Ce premier titre de Gottéron? Un séisme émotionnel, un événement historique et l’aboutissement d’une attente qui traverse plusieurs générations. Depuis sa fondation en 1937, Fribourg-Gottéron s’est imposé comme l’un des clubs les plus populaires et passionnés du hockey suisse. Un nom respecté partout dans le pays, une ferveur rare, une identité forte, mais toujours cette ligne manquante au palmarès: le titre national. Le club fribourgeois a souvent flirté avec le sommet sans jamais parvenir à saisir la couronne. Il y a eu les grandes épopées, les finales perdues, les saisons magnifiques stoppées à quelques centimètres du bonheur. Des campagnes restées gravées dans les mémoires, mais toujours accompagnées d’un goût d’inachevé.
Gottéron a pourtant vu défiler de grandes figures. Des étrangers marquants, des capitaines emblématiques, des gardiens adulés, des générations entières de joueurs devenus cultes dans la capitale cantonale. Chaque époque a nourri le rêve sans réussir à le concrétiser. Ce premier sacre a donc une portée immense. Il récompense non seulement l’effectif actuel, mais aussi tous ceux qui ont construit le club avant lui. Les anciens joueurs, les entraîneurs, les dirigeants, les bénévoles et surtout un public resté fidèle malgré les déceptions.
La BCF Arena, temple du hockey suisse, a souvent vibré dans l’espoir. Même devant quatre écrans au milieu de la patinoire pour un Public Viewing à guichets fermés. Cela fait plus d’une centaine de fois consécutive fait le plein pour un événement lié à Gottéron.
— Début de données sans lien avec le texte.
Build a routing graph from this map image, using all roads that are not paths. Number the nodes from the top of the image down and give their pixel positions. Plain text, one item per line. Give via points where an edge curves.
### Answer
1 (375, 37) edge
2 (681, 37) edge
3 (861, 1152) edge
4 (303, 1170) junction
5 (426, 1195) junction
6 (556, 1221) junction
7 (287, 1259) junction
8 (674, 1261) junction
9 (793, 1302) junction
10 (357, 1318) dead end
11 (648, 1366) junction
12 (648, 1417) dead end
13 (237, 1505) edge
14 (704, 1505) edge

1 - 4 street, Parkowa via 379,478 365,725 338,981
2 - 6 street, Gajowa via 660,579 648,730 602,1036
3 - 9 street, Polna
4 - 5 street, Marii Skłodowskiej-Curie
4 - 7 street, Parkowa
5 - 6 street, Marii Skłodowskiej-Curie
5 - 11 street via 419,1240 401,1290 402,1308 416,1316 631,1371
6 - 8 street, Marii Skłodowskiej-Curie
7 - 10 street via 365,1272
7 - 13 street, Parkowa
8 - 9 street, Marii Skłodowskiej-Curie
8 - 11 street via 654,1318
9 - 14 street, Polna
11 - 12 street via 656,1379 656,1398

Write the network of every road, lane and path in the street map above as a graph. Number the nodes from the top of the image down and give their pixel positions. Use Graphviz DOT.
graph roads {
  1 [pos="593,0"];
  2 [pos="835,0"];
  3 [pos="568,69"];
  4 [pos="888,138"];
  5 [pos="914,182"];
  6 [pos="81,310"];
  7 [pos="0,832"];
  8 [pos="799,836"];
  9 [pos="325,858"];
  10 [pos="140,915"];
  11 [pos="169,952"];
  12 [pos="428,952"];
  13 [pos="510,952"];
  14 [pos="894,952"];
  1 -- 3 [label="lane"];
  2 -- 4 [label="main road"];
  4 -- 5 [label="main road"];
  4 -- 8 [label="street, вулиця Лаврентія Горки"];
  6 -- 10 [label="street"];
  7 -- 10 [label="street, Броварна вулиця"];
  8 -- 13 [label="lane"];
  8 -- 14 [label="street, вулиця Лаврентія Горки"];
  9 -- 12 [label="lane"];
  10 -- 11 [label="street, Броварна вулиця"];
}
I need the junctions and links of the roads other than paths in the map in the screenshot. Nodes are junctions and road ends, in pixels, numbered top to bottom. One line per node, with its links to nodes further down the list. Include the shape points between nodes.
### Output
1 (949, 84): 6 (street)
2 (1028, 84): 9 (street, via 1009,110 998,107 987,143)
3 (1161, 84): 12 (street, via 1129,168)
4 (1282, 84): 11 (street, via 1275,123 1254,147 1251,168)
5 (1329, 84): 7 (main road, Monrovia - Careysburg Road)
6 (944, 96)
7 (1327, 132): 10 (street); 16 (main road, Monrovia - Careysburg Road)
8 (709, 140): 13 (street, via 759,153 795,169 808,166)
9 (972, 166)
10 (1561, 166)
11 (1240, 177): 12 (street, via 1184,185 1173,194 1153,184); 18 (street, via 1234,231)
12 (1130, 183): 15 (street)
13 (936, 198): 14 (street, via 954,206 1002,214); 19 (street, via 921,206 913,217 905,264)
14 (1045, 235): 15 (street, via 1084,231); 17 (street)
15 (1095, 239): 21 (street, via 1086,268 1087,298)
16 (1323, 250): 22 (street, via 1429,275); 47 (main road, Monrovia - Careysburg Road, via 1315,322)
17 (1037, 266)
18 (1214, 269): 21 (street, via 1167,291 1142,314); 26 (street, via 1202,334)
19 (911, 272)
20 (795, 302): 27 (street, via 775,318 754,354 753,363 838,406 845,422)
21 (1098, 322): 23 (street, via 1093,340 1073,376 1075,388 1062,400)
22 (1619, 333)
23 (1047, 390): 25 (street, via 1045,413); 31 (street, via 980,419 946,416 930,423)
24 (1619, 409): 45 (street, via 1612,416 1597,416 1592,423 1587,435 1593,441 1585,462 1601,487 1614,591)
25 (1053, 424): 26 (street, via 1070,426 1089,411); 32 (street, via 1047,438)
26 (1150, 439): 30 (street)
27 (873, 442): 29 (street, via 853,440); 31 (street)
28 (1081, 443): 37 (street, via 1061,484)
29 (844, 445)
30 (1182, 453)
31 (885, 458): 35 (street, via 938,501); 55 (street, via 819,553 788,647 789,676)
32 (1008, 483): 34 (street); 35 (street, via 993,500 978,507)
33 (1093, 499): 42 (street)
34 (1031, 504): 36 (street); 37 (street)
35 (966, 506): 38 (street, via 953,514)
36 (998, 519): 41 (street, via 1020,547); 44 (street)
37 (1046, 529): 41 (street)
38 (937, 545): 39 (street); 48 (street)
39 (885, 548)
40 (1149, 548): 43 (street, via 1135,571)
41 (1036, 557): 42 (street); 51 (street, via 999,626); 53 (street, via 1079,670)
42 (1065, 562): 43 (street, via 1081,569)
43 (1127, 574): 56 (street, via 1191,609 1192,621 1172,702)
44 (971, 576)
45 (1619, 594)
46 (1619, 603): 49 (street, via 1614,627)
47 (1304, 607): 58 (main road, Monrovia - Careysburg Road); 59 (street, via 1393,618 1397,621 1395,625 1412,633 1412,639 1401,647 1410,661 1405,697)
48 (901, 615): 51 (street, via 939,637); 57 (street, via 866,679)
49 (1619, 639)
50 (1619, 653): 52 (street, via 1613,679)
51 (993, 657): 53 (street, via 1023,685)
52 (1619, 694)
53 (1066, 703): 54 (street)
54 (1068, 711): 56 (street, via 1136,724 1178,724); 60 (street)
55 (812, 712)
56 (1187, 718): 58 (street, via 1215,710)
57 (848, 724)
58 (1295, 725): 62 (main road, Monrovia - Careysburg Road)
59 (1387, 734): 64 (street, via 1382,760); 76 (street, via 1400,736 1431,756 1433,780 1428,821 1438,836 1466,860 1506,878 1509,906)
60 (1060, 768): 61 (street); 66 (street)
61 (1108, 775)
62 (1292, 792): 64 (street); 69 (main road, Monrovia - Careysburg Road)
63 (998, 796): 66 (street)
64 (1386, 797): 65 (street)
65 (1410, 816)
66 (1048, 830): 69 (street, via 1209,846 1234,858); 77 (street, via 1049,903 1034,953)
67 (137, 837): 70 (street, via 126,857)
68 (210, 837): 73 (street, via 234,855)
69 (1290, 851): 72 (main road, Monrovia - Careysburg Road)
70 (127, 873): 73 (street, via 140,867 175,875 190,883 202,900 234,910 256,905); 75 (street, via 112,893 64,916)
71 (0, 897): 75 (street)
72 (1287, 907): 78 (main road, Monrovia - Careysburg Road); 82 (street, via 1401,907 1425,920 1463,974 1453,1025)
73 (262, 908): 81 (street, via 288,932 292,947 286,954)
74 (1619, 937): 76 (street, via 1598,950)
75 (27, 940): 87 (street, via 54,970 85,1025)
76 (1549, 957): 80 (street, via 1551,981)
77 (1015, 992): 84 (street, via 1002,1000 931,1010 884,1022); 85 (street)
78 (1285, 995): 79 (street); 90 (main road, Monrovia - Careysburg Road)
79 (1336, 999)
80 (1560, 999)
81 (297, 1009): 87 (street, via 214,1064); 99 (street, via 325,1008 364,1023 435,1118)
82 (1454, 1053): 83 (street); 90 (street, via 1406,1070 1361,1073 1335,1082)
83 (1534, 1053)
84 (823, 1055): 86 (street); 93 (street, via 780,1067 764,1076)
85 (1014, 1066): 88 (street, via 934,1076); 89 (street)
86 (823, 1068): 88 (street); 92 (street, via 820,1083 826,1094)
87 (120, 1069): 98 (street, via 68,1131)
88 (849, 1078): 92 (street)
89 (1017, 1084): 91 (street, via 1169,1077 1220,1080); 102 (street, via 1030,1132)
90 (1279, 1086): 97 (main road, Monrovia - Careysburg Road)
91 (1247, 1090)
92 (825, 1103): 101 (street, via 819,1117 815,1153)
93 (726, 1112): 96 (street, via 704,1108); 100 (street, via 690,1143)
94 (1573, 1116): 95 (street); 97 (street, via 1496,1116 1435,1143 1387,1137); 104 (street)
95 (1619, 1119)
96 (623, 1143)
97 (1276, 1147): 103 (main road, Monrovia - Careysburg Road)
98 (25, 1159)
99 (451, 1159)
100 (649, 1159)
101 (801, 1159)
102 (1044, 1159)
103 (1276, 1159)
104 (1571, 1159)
Le temple, cette fois, exploserait dans la délivrance. Pour Fribourg, ce titre ne serait pas un simple trophée posé dans une vitrine: il deviendrait un symbole identitaire. L’image est puissante, ce soir: Julien Sprunger, figure absolue du club, soulevant enfin la coupe au terme de sa carrière. Peu de scénarios auraient offert une conclusion aussi forte. Le capitaine incarne depuis plus de deux décennies la fidélité, la constance et l’amour du maillot fribourgeois.
Un titre changerait aussi le regard extérieur sur Gottéron. Le club passerait du statut d’éternel outsider à celui de champion. Il entrerait dans un nouveau chapitre de son histoire, avec la légitimité suprême que seul un sacre peut apporter. Mais au-delà du prestige, il y a surtout l’émotion brute. Celle des supporters qui ont attendu toute une vie. Celle des familles qui transmettent ce club de génération en génération. Celle d’une ville entière qui vit hockey. On attend plus de 50’000 personnes dans les rues de la capitale fribourgeoise à l’occasion de la parade, samedi.